Le ragioni di questo parziale insuccesso sono da ricercare per il Pakistan e l’Afghanistan nella inaccessibilità di varie regioni, specie nel Nord, ma non solo, a causa dei conflitti vigenti e dell’intimidazione, se non proprio dell’aggressione delle equipe di sanitari dedicate ad attuare i programmi di vaccinazione; mentre in Nigeria sarebbe stata la diceria diffusasi riguardo effetti collaterali gravi collegati alla pratica vaccinale a vanificare gli sforzi congiunti dei governi e delle autorità sanitarie internazionali. Spesso a causa della malnutrizione e della derivante immunodepressione di gran parte della popolazione pediatrica bisogna incrementare il numero di somministrazioni per ottenere un uguale effetto immunitario. Il risultato di queste difficoltà è stato che nel 2011 ci sono stati ancora 650 casi di questa malattia che avrebbe dovuto essere eradicata già parecchi anni fa.

Fra le altre malattie in attesa di un’eradicazione l’autore pone anche la dracunculiasi e la filariasi linfatica, che sono delle infezioni, presenti nelle fasce tropicali del globo, non da noi, provocate da organismi affini ai vermi che invadono la corrente linfatica. In questo caso la lotta non può essere praticata con un vaccino, che non esiste. Si basa su di una strategia combinata di lotta alle sedi di riproduzione degli insetti che trasmettono la malattia, di prevenzione delle punture degli stessi, di miglioramento delle condizioni igieniche delle popolazioni locali, e di trattamento farmacologico di massa (generalmente sempre attuabile, meno che nel caso della filariasi Loa Loa, dove è dannoso) delle popolazioni esposte al rischio, generalmente le più povere ed emarginate del mondo. Questa metodologia di lotta alle infezioni, oltre ad aver ottenuto lusinghieri esiti nella forte riduzione dei casi di filariasi di vario tipo, specie in America Latina, ma anche in alcune zone dell’Africa, può rivelarsi sinergica con la lotta contro un’altra malattia, di cui da tempo si attende l’eradicazione: la malaria.

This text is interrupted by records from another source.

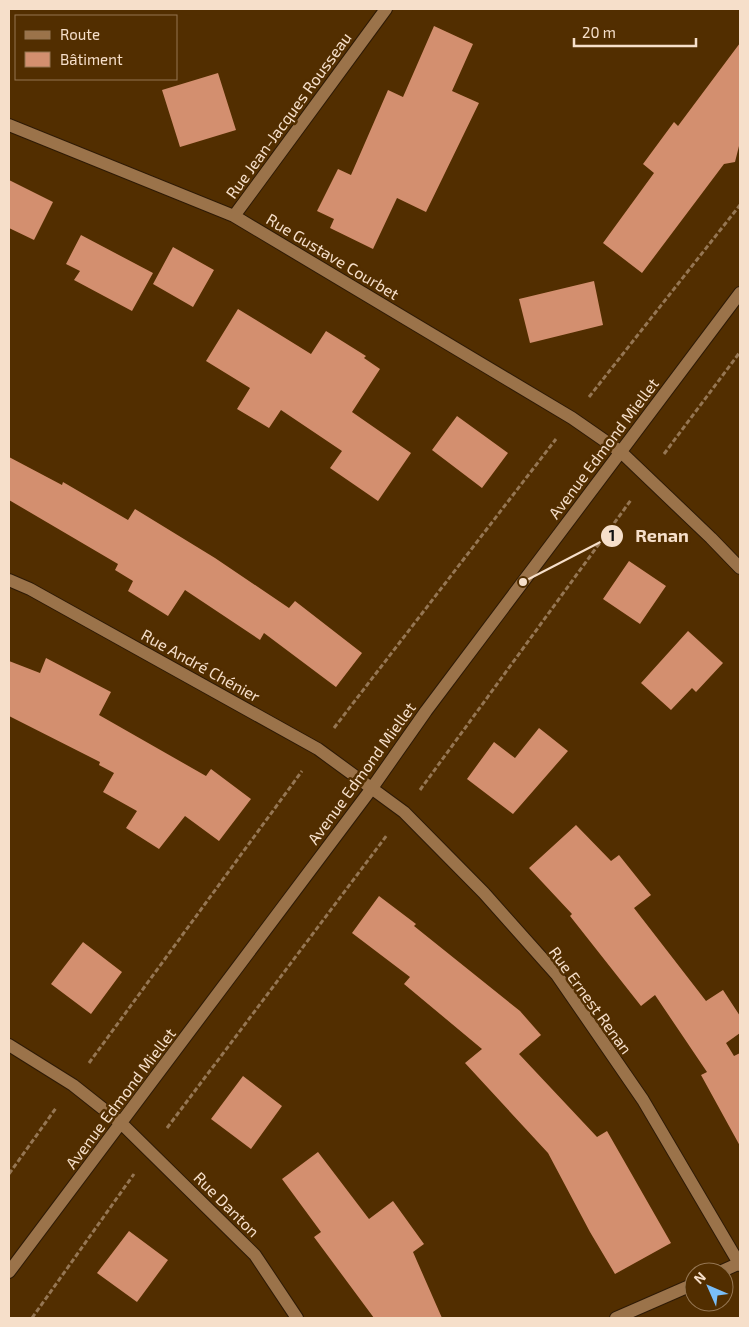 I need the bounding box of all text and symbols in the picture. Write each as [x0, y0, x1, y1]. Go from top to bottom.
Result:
legend [15, 15, 178, 80]
scale bar [574, 15, 696, 47]
text: 20 m [582, 23, 616, 41]
text: Route [60, 25, 100, 43]
street label: Rue Jean-Jacques Rousseau [221, 28, 355, 202]
text: Bâtiment [60, 50, 123, 68]
street label: Rue Gustave Courbet [263, 209, 403, 303]
street label: Avenue Edmond Miellet [544, 374, 662, 522]
callout: Renan [600, 519, 698, 552]
text: Renan [635, 524, 689, 546]
text: 1 [609, 526, 615, 544]
street label: Rue André Chénier [138, 624, 264, 706]
street label: Avenue Edmond Miellet [303, 698, 419, 848]
street label: Rue Ernest Renan [546, 943, 636, 1057]
street label: Avenue Edmond Miellet [61, 1024, 179, 1172]
street label: Rue Danton [190, 1167, 264, 1241]
north arrow [684, 1262, 734, 1312]
text: N [690, 1268, 709, 1287] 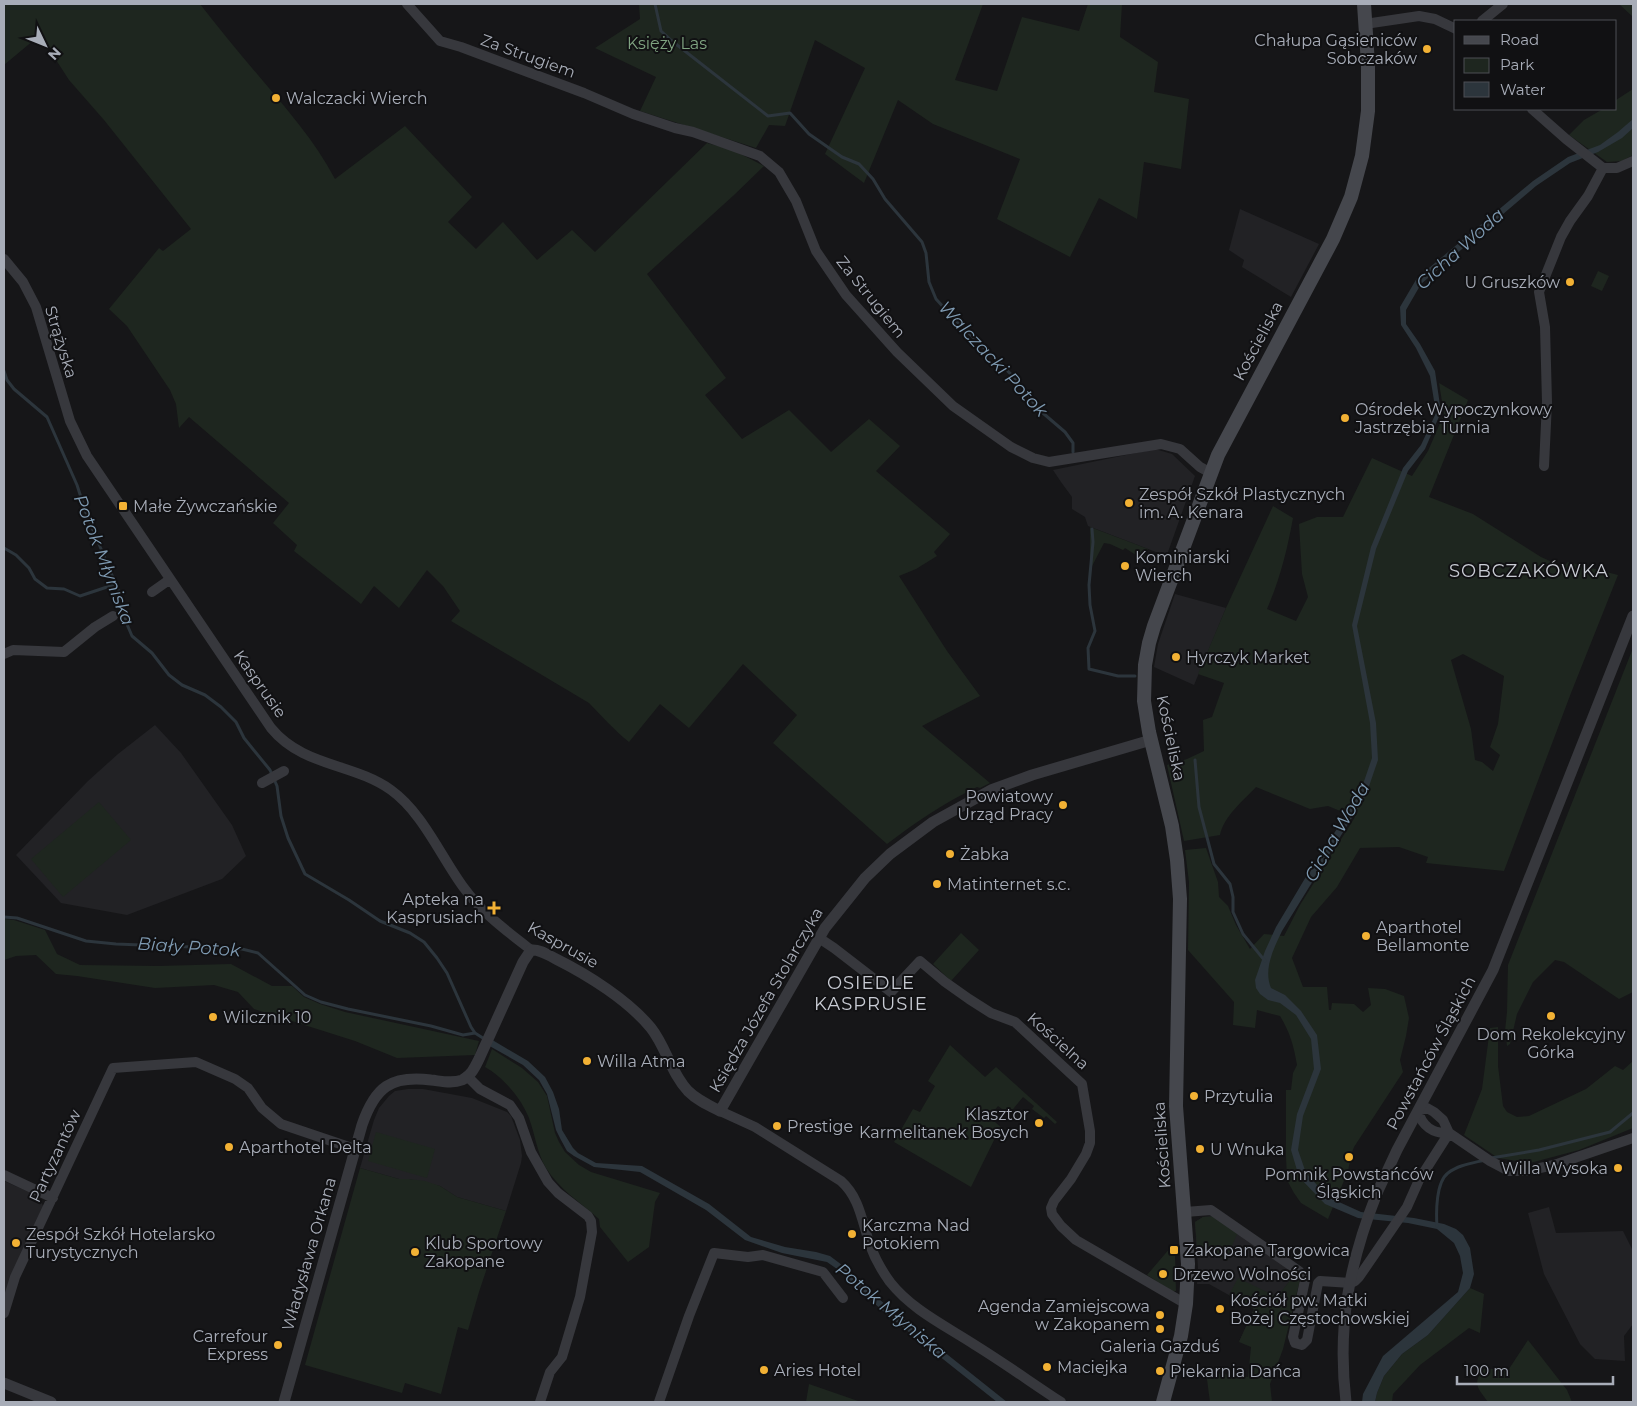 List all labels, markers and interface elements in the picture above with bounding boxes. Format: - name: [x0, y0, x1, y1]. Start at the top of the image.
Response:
- north arrow: [20, 20, 70, 70]
- legend: [1454, 20, 1617, 110]
- street label: Za Strugiem: [478, 30, 578, 82]
- text: Road: [1500, 30, 1539, 49]
- place label: Chałupa Gąsieniców Sobczaków: [1254, 31, 1417, 68]
- park label: Księży Las: [627, 34, 707, 53]
- marker: Chałupa Gąsieniców Sobczaków: [1421, 43, 1433, 55]
- text: N: [44, 44, 65, 64]
- text: Park: [1500, 55, 1534, 74]
- text: Water: [1500, 80, 1546, 99]
- place label: Walczacki Wierch: [286, 89, 427, 108]
- marker: Walczacki Wierch: [270, 92, 282, 104]
- water label: Cicha Woda: [1411, 204, 1509, 294]
- street label: Za Strugiem: [832, 252, 910, 342]
- place label: U Gruszków: [1465, 273, 1560, 292]
- marker: U Gruszków: [1564, 276, 1576, 288]
- water label: Walczacki Potok: [934, 297, 1053, 422]
- street label: Kościeliska: [1229, 298, 1287, 384]
- street label: Strążyska: [41, 304, 81, 380]
- place label: Ośrodek Wypoczynkowy Jastrzębia Turnia: [1354, 400, 1552, 437]
- marker: Ośrodek Wypoczynkowy Jastrzębia Turnia: [1339, 412, 1351, 424]
- place label: Zespół Szkół Plastycznych im. A. Kenara: [1139, 485, 1345, 522]
- water label: Potok Młyniska: [69, 492, 139, 628]
- place label: Małe Żywczańskie: [133, 497, 278, 516]
- marker: Zespół Szkół Plastycznych im. A. Kenara: [1123, 497, 1135, 509]
- marker: Małe Żywczańskie: [117, 500, 129, 512]
- place label: Kominiarski Wierch: [1135, 548, 1230, 585]
- marker: Kominiarski Wierch: [1119, 560, 1131, 572]
- district label: SOBCZAKÓWKA: [1449, 560, 1609, 582]
- street label: Kasprusie: [230, 647, 290, 721]
- place label: Hyrczyk Market: [1186, 648, 1310, 667]
- marker: Hyrczyk Market: [1170, 651, 1182, 663]
- street label: Kościeliska: [1153, 693, 1189, 783]
- water label: Cicha Woda: [1300, 778, 1374, 886]
- place label: Powiatowy Urząd Pracy: [957, 787, 1053, 824]
- marker: Powiatowy Urząd Pracy: [1057, 799, 1069, 811]
- place label: Żabka: [960, 845, 1010, 864]
- marker: Żabka: [944, 848, 956, 860]
- place label: Matinternet s.c.: [947, 875, 1070, 894]
- marker: Matinternet s.c.: [931, 878, 943, 890]
- place label: Apteka na Kasprusiach: [386, 890, 484, 927]
- marker: Apteka na Kasprusiach: [488, 902, 500, 914]
- street label: Księdza Józefa Stolarczyka: [705, 904, 827, 1096]
- street label: Kasprusie: [524, 918, 602, 972]
- place label: Aparthotel Bellamonte: [1376, 918, 1469, 955]
- marker: Aparthotel Bellamonte: [1360, 930, 1372, 942]
- water label: Biały Potok: [137, 932, 243, 962]
- district label: OSIEDLE KASPRUSIE: [814, 972, 928, 1015]
- street label: Powstańców Śląskich: [1382, 973, 1480, 1133]
- place label: Wilcznik 10: [223, 1008, 311, 1027]
- street label: Kościelna: [1023, 1008, 1093, 1074]
- marker: Dom Rekolekcyjny Górka: [1545, 1010, 1557, 1022]
- marker: Wilcznik 10: [207, 1011, 219, 1023]
- place label: Dom Rekolekcyjny Górka: [1477, 1025, 1626, 1062]
- place label: Willa Atma: [597, 1052, 685, 1071]
- marker: Willa Atma: [581, 1055, 593, 1067]
- place label: Przytulia: [1204, 1087, 1274, 1106]
- marker: Przytulia: [1188, 1090, 1200, 1102]
- street label: Kościeliska: [1149, 1101, 1175, 1189]
- place label: Klasztor Karmelitanek Bosych: [859, 1105, 1029, 1142]
- street label: Partyzantów: [25, 1107, 85, 1205]
- place label: Prestige: [787, 1117, 853, 1136]
- marker: Klasztor Karmelitanek Bosych: [1033, 1117, 1045, 1129]
- marker: Prestige: [771, 1120, 783, 1132]
- place label: Aparthotel Delta: [239, 1138, 372, 1157]
- place label: U Wnuka: [1210, 1140, 1285, 1159]
- marker: Aparthotel Delta: [223, 1141, 235, 1153]
- marker: U Wnuka: [1194, 1143, 1206, 1155]
- marker: Pomnik Powstańców Śląskich: [1343, 1151, 1355, 1163]
- place label: Willa Wysoka: [1501, 1159, 1608, 1178]
- marker: Willa Wysoka: [1612, 1162, 1624, 1174]
- place label: Pomnik Powstańców Śląskich: [1264, 1165, 1434, 1202]
- street label: Władysława Orkana: [278, 1175, 340, 1333]
- place label: Karczma Nad Potokiem: [862, 1216, 970, 1253]
- place label: Zespół Szkół Hotelarsko Turystycznych: [26, 1225, 215, 1262]
- marker: Karczma Nad Potokiem: [846, 1228, 858, 1240]
- place label: Klub Sportowy Zakopane: [425, 1234, 543, 1271]
- marker: Zespół Szkół Hotelarsko Turystycznych: [10, 1237, 22, 1249]
- place label: Zakopane Targowica: [1184, 1241, 1350, 1260]
- marker: Zakopane Targowica: [1168, 1244, 1180, 1256]
- marker: Klub Sportowy Zakopane: [409, 1246, 421, 1258]
- water label: Potok Młyniska: [831, 1258, 951, 1364]
- place label: Drzewo Wolności: [1173, 1265, 1311, 1284]
- marker: Drzewo Wolności: [1157, 1268, 1169, 1280]
- place label: Kościół pw. Matki Bożej Częstochowskiej: [1230, 1291, 1410, 1328]
- place label: Agenda Zamiejscowa w Zakopanem: [978, 1297, 1150, 1334]
- marker: Kościół pw. Matki Bożej Częstochowskiej: [1214, 1303, 1226, 1315]
- marker: Agenda Zamiejscowa w Zakopanem: [1154, 1309, 1166, 1321]
- marker: Galeria Gazduś: [1154, 1323, 1166, 1335]
- place label: Carrefour Express: [193, 1327, 268, 1364]
- place label: Galeria Gazduś: [1100, 1337, 1220, 1356]
- marker: Carrefour Express: [272, 1339, 284, 1351]
- scale bar: [1457, 1354, 1613, 1386]
- place label: Maciejka: [1057, 1358, 1128, 1377]
- place label: Aries Hotel: [774, 1361, 861, 1380]
- marker: Maciejka: [1041, 1361, 1053, 1373]
- text: 100 m: [1464, 1361, 1509, 1380]
- place label: Piekarnia Dańca: [1170, 1362, 1301, 1381]
- marker: Aries Hotel: [758, 1364, 770, 1376]
- marker: Piekarnia Dańca: [1154, 1365, 1166, 1377] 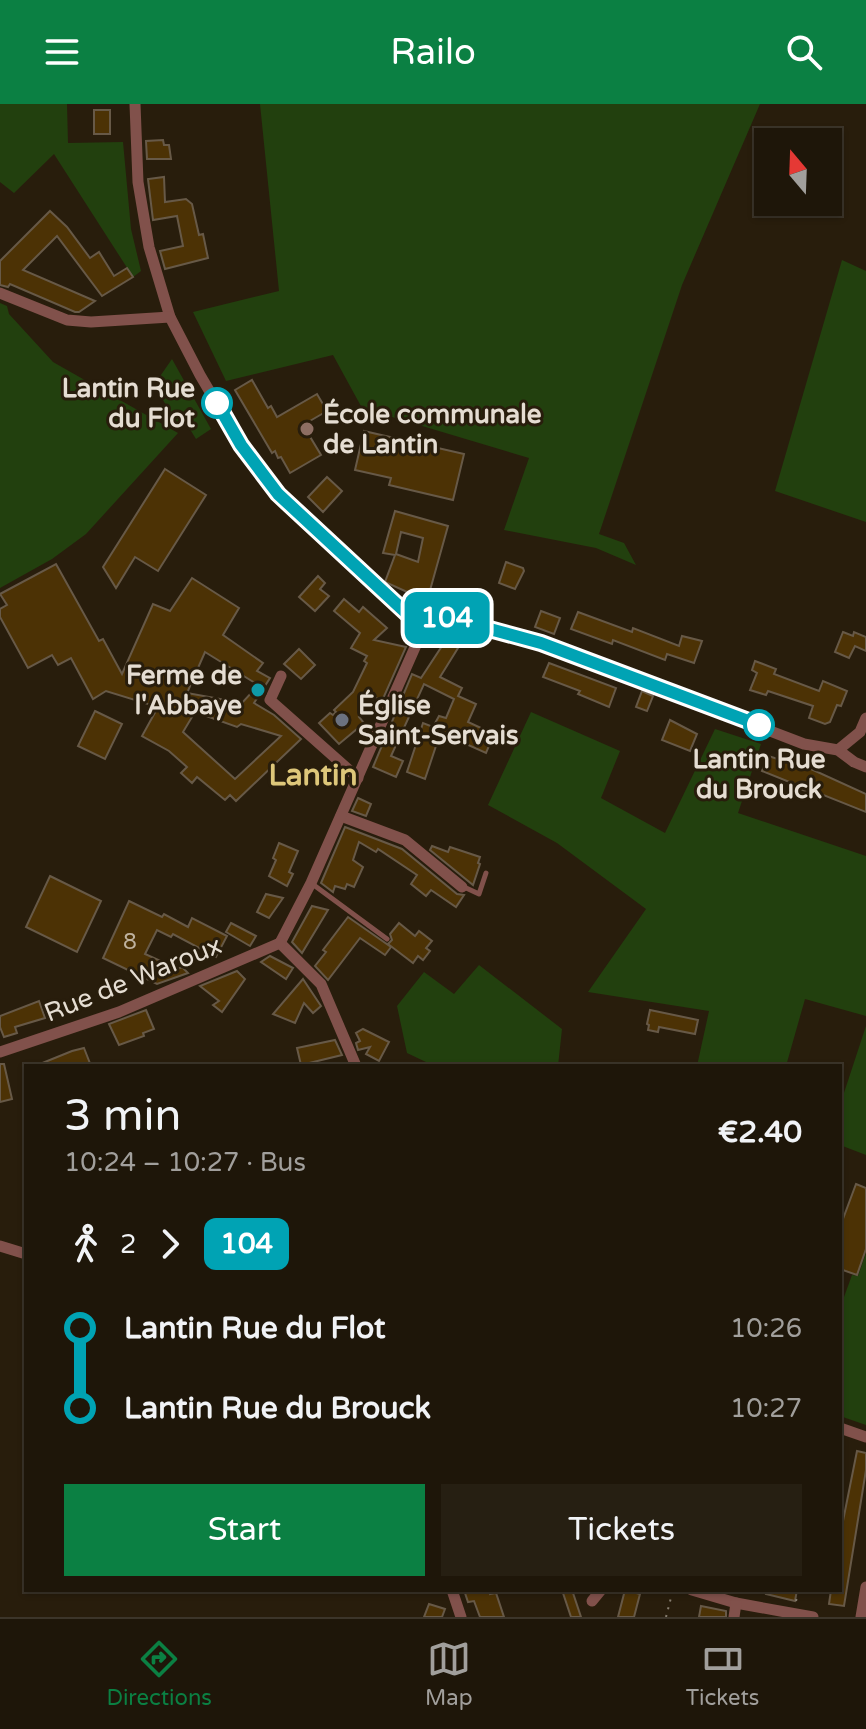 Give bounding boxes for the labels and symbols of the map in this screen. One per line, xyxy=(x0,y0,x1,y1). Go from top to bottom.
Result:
north arrow xyxy=(754,128,842,216)
place label: Lantin Rue du Flot xyxy=(62,373,195,434)
marker: Lantin Rue du Flot xyxy=(202,388,232,418)
place label: École communale de Lantin xyxy=(323,398,542,460)
marker: École communale de Lantin xyxy=(298,420,316,438)
line badge: 104 xyxy=(401,592,493,644)
place label: Ferme de l'Abbaye xyxy=(126,660,242,721)
marker: Ferme de l'Abbaye xyxy=(249,681,267,699)
place label: Église Saint-Servais xyxy=(358,689,519,751)
marker: Lantin Rue du Brouck xyxy=(744,710,774,740)
marker: Église Saint-Servais xyxy=(333,711,351,729)
place label: Lantin Rue du Brouck xyxy=(692,744,826,805)
district label: Lantin xyxy=(268,757,358,794)
street label: Rue de Waroux xyxy=(40,929,226,1029)
house number: 8 xyxy=(123,929,137,955)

Questa costituisce il vero spettro che minaccia le vite dei bambini che ne soffrono e che ne muoiono, e che determina il sottosviluppo di interi paesi, condizionando le condizioni di sopravvivenza delle comunità. Come accade ad esempio ad Haiti e nella confinante Repubblica Dominicana, che sono i soli Paesi dei Caraibi, in cui la malaria rimane presente. Ma anche qui si spera in pochi anni di conseguire importanti e decisivi risultati.

Sul numero del 5/1 u.s. del Lancet, John Maurice propone l’obbiettivo dell’eradicazione di un ulteriore flagello, questa volta tutto africano: ‘la malattia del sonno‘. Altro fattore che ostacola il progresso di intere regioni che ne vengono colpite. Si calcola che 70 milioni di persone vivano in aree del Congo, dell’Angola esposte al rischio di contrarre la malattia, grave con interessamento encefalitico e alta letalità e sequele gravi, con più di 20.000 casi l’anno. Anche qui i conflitti neo coloniali, ma anche quelli locali, hanno favorito un nuovo recente incremento del numero dei casi. In questo caso lo sforzo combinato di sorveglianza attiva e trattamento anche con nuovi farmaci, più efficaci e meno tossici, può venire a capo per il 2020, secondo l’OMS, di questa pericolosa situazione, almeno per quanto riguarda la forma da Trypanosoma gambiense, che riguarda il 96% dei casi e che ha un serbatoio umano.